### YOUR ASSIGNMENT:
For each entry that follows, produce an exact copy.

[Stored data entries]

--------------------------------

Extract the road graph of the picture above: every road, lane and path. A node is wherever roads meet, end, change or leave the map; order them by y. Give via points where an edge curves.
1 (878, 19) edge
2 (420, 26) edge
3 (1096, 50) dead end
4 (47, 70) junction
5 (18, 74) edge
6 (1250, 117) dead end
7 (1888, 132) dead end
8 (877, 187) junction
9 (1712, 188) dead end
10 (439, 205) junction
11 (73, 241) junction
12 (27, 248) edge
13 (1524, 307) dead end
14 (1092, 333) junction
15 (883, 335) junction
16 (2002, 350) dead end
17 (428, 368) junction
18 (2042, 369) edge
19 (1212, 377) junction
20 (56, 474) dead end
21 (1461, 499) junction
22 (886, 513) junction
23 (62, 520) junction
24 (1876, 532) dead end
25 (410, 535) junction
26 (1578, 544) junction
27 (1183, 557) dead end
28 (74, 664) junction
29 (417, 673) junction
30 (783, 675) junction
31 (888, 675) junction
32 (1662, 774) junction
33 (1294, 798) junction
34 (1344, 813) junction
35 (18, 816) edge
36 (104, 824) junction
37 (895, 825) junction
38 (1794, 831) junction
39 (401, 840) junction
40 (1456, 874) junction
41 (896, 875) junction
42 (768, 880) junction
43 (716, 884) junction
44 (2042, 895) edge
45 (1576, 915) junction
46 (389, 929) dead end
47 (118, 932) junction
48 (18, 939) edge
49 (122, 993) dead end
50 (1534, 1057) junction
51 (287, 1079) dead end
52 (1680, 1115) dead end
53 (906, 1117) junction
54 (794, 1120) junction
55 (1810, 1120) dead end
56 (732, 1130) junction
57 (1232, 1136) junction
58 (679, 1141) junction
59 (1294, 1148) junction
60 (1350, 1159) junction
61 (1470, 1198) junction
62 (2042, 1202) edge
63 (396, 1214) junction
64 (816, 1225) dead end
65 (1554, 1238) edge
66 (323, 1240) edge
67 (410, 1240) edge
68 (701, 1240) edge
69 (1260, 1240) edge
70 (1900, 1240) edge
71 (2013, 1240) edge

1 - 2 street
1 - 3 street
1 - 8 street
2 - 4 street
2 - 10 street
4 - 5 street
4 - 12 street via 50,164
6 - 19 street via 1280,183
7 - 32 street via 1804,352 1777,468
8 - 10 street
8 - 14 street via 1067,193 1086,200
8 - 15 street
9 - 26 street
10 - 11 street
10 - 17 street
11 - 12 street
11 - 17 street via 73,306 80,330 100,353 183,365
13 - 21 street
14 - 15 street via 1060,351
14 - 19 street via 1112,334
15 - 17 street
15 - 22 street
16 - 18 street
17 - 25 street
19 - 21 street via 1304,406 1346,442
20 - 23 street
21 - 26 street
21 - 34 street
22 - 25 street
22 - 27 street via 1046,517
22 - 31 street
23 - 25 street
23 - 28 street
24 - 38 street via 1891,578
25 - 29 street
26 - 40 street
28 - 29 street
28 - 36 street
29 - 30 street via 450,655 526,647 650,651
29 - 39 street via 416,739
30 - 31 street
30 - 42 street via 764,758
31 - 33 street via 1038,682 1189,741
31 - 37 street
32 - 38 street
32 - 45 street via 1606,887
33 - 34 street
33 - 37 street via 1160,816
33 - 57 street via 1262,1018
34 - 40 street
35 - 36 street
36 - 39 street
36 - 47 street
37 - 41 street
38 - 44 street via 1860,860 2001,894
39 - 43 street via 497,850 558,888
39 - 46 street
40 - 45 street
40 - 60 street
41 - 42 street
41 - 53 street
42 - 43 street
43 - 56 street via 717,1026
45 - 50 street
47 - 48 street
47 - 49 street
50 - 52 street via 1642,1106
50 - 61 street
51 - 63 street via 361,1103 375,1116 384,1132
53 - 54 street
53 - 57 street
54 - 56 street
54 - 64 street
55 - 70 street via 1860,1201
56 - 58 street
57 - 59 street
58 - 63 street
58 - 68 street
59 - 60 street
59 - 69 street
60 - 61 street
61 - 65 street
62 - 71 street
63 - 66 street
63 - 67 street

--------------------------------

### RESULT OF THIS TASK:
Extract the road graph of the picture above: every road, lane and path. A node is wherever roads meet, end, change or leave the map; order them by y. Give via points where an edge curves.
1 (878, 19) edge
2 (420, 26) edge
3 (1096, 50) dead end
4 (47, 70) junction
5 (18, 74) edge
6 (1250, 117) dead end
7 (1888, 132) dead end
8 (877, 187) junction
9 (1712, 188) dead end
10 (439, 205) junction
11 (73, 241) junction
12 (27, 248) edge
13 (1524, 307) dead end
14 (1092, 333) junction
15 (883, 335) junction
16 (2002, 350) dead end
17 (428, 368) junction
18 (2042, 369) edge
19 (1212, 377) junction
20 (56, 474) dead end
21 (1461, 499) junction
22 (886, 513) junction
23 (62, 520) junction
24 (1876, 532) dead end
25 (410, 535) junction
26 (1578, 544) junction
27 (1183, 557) dead end
28 (74, 664) junction
29 (417, 673) junction
30 (783, 675) junction
31 (888, 675) junction
32 (1662, 774) junction
33 (1294, 798) junction
34 (1344, 813) junction
35 (18, 816) edge
36 (104, 824) junction
37 (895, 825) junction
38 (1794, 831) junction
39 (401, 840) junction
40 (1456, 874) junction
41 (896, 875) junction
42 (768, 880) junction
43 (716, 884) junction
44 (2042, 895) edge
45 (1576, 915) junction
46 (389, 929) dead end
47 (118, 932) junction
48 (18, 939) edge
49 (122, 993) dead end
50 (1534, 1057) junction
51 (287, 1079) dead end
52 (1680, 1115) dead end
53 (906, 1117) junction
54 (794, 1120) junction
55 (1810, 1120) dead end
56 (732, 1130) junction
57 (1232, 1136) junction
58 (679, 1141) junction
59 (1294, 1148) junction
60 (1350, 1159) junction
61 (1470, 1198) junction
62 (2042, 1202) edge
63 (396, 1214) junction
64 (816, 1225) dead end
65 (1554, 1238) edge
66 (323, 1240) edge
67 (410, 1240) edge
68 (701, 1240) edge
69 (1260, 1240) edge
70 (1900, 1240) edge
71 (2013, 1240) edge

1 - 2 street
1 - 3 street
1 - 8 street
2 - 4 street
2 - 10 street
4 - 5 street
4 - 12 street via 50,164
6 - 19 street via 1280,183
7 - 32 street via 1804,352 1777,468
8 - 10 street
8 - 14 street via 1067,193 1086,200
8 - 15 street
9 - 26 street
10 - 11 street
10 - 17 street
11 - 12 street
11 - 17 street via 73,306 80,330 100,353 183,365
13 - 21 street
14 - 15 street via 1060,351
14 - 19 street via 1112,334
15 - 17 street
15 - 22 street
16 - 18 street
17 - 25 street
19 - 21 street via 1304,406 1346,442
20 - 23 street
21 - 26 street
21 - 34 street
22 - 25 street
22 - 27 street via 1046,517
22 - 31 street
23 - 25 street
23 - 28 street
24 - 38 street via 1891,578
25 - 29 street
26 - 40 street
28 - 29 street
28 - 36 street
29 - 30 street via 450,655 526,647 650,651
29 - 39 street via 416,739
30 - 31 street
30 - 42 street via 764,758
31 - 33 street via 1038,682 1189,741
31 - 37 street
32 - 38 street
32 - 45 street via 1606,887
33 - 34 street
33 - 37 street via 1160,816
33 - 57 street via 1262,1018
34 - 40 street
35 - 36 street
36 - 39 street
36 - 47 street
37 - 41 street
38 - 44 street via 1860,860 2001,894
39 - 43 street via 497,850 558,888
39 - 46 street
40 - 45 street
40 - 60 street
41 - 42 street
41 - 53 street
42 - 43 street
43 - 56 street via 717,1026
45 - 50 street
47 - 48 street
47 - 49 street
50 - 52 street via 1642,1106
50 - 61 street
51 - 63 street via 361,1103 375,1116 384,1132
53 - 54 street
53 - 57 street
54 - 56 street
54 - 64 street
55 - 70 street via 1860,1201
56 - 58 street
57 - 59 street
58 - 63 street
58 - 68 street
59 - 60 street
59 - 69 street
60 - 61 street
61 - 65 street
62 - 71 street
63 - 66 street
63 - 67 street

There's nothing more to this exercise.